Exercise: Copy all lines in the material holding the string "Tabor".

Segment Start: Information given

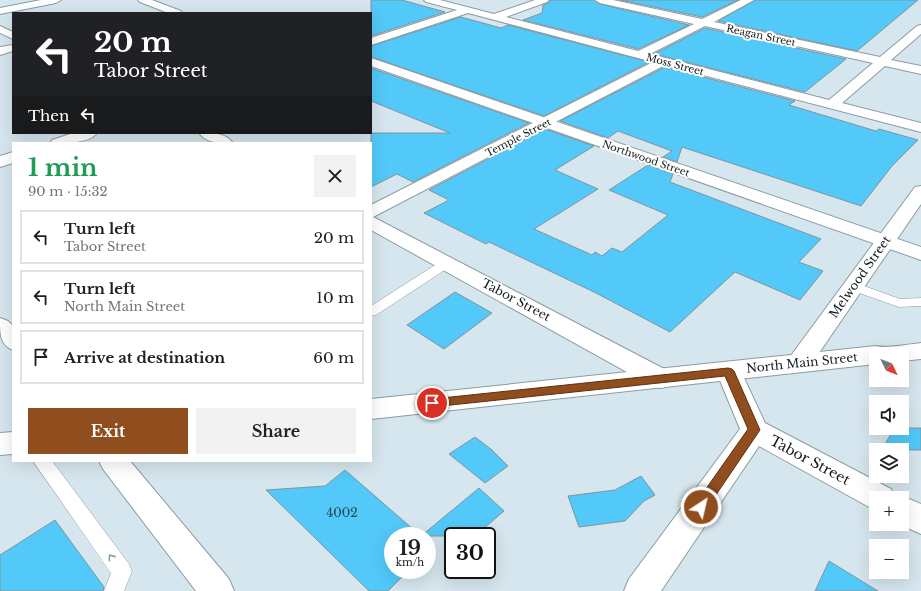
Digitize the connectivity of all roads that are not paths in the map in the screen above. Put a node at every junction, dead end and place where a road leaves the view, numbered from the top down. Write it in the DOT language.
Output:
graph roads {
  1 [pos="56,0"];
  2 [pos="143,0"];
  3 [pos="429,0"];
  4 [pos="544,0"];
  5 [pos="600,0"];
  6 [pos="749,0"];
  7 [pos="468,10"];
  8 [pos="0,11"];
  9 [pos="174,12"];
  10 [pos="495,17"];
  11 [pos="704,22"];
  12 [pos="921,28"];
  13 [pos="0,29"];
  14 [pos="12,35"];
  15 [pos="372,42"];
  16 [pos="12,48"];
  17 [pos="0,51"];
  18 [pos="639,55"];
  19 [pos="664,61"];
  20 [pos="372,62"];
  21 [pos="882,62"];
  22 [pos="921,70"];
  23 [pos="832,105"];
  24 [pos="544,123"];
  25 [pos="921,128"];
  26 [pos="86,134"];
  27 [pos="209,134"];
  28 [pos="61,142"];
  29 [pos="223,142"];
  30 [pos="12,158"];
  31 [pos="0,162"];
  32 [pos="921,191"];
  33 [pos="372,211"];
  34 [pos="372,223"];
  35 [pos="885,241"];
  36 [pos="921,254"];
  37 [pos="447,263"];
  38 [pos="853,286"];
  39 [pos="921,302"];
  40 [pos="372,311"];
  41 [pos="0,326"];
  42 [pos="12,341"];
  43 [pos="921,351"];
  44 [pos="909,352"];
  45 [pos="869,357"];
  46 [pos="799,363"];
  47 [pos="728,371"];
  48 [pos="661,379"];
  49 [pos="372,409"];
  50 [pos="754,430"];
  51 [pos="43,462"];
  52 [pos="114,462"];
  53 [pos="869,492"];
  54 [pos="909,514"];
  55 [pos="921,520"];
  56 [pos="114,591"];
  57 [pos="217,591"];
  58 [pos="641,591"];
  1 -- 8 [label="street"];
  2 -- 9 [label="street"];
  3 -- 7 [label="street, Moss Street"];
  4 -- 10 [label="street"];
  5 -- 11 [label="street, Reagan Street"];
  6 -- 11 [label="street"];
  7 -- 10 [label="street, Moss Street"];
  7 -- 15 [label="street"];
  10 -- 18 [label="street, Moss Street"];
  11 -- 18 [label="street"];
  11 -- 21 [label="street, Reagan Street"];
  12 -- 21 [label="street"];
  13 -- 14 [label="street"];
  16 -- 17 [label="street"];
  18 -- 19 [label="street, Moss Street"];
  19 -- 23 [label="street, Moss Street"];
  19 -- 24 [label="street, Temple Street"];
  20 -- 24 [label="street, Northwood Street"];
  21 -- 22 [label="street, Reagan Street"];
  21 -- 23 [label="street"];
  23 -- 25 [label="street, Moss Street"];
  24 -- 33 [label="street, Temple Street"];
  24 -- 35 [label="street, Northwood Street"];
  26 -- 28 [label="street"];
  27 -- 29 [label="street"];
  30 -- 31 [label="street"];
  32 -- 35 [label="street, Melwood Street"];
  34 -- 37 [label="street, Tabor Street"];
  35 -- 36 [label="street, Northwood Street"];
  35 -- 38 [label="street, Melwood Street"];
  37 -- 40 [label="lane"];
  37 -- 48 [label="street, Tabor Street"];
  38 -- 39 [label="lane"];
  38 -- 46 [label="street, Melwood Street"];
  41 -- 42 [label="street"];
  43 -- 44 [label="street"];
  45 -- 46 [label="street, North Main Street"];
  46 -- 47 [label="street, North Main Street"];
  47 -- 48 [label="street, North Main Street"];
  47 -- 50 [label="street"];
  48 -- 49 [label="street, North Main Street"];
  50 -- 53 [label="street, Tabor Street"];
  50 -- 58 [label="street"];
  56 -- 51 [label="lane, one-way"];
  52 -- 57 [label="street"];
  54 -- 55 [label="street"];
}
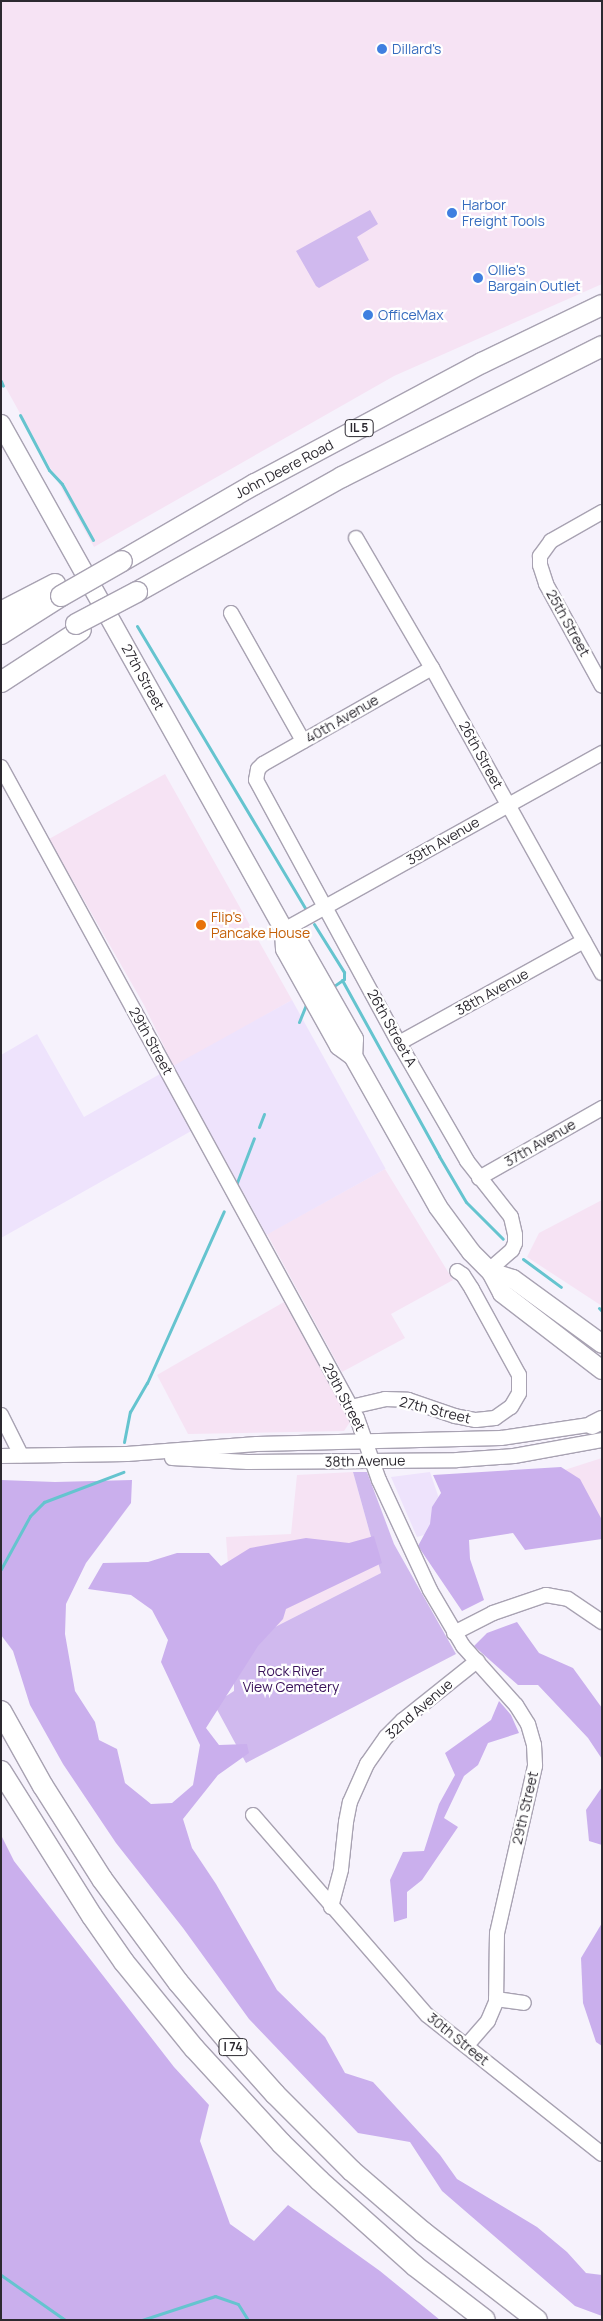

Segment End: Information given

Response below:
  34 -- 37 [label="street, Tabor Street"];
  37 -- 48 [label="street, Tabor Street"];
  50 -- 53 [label="street, Tabor Street"];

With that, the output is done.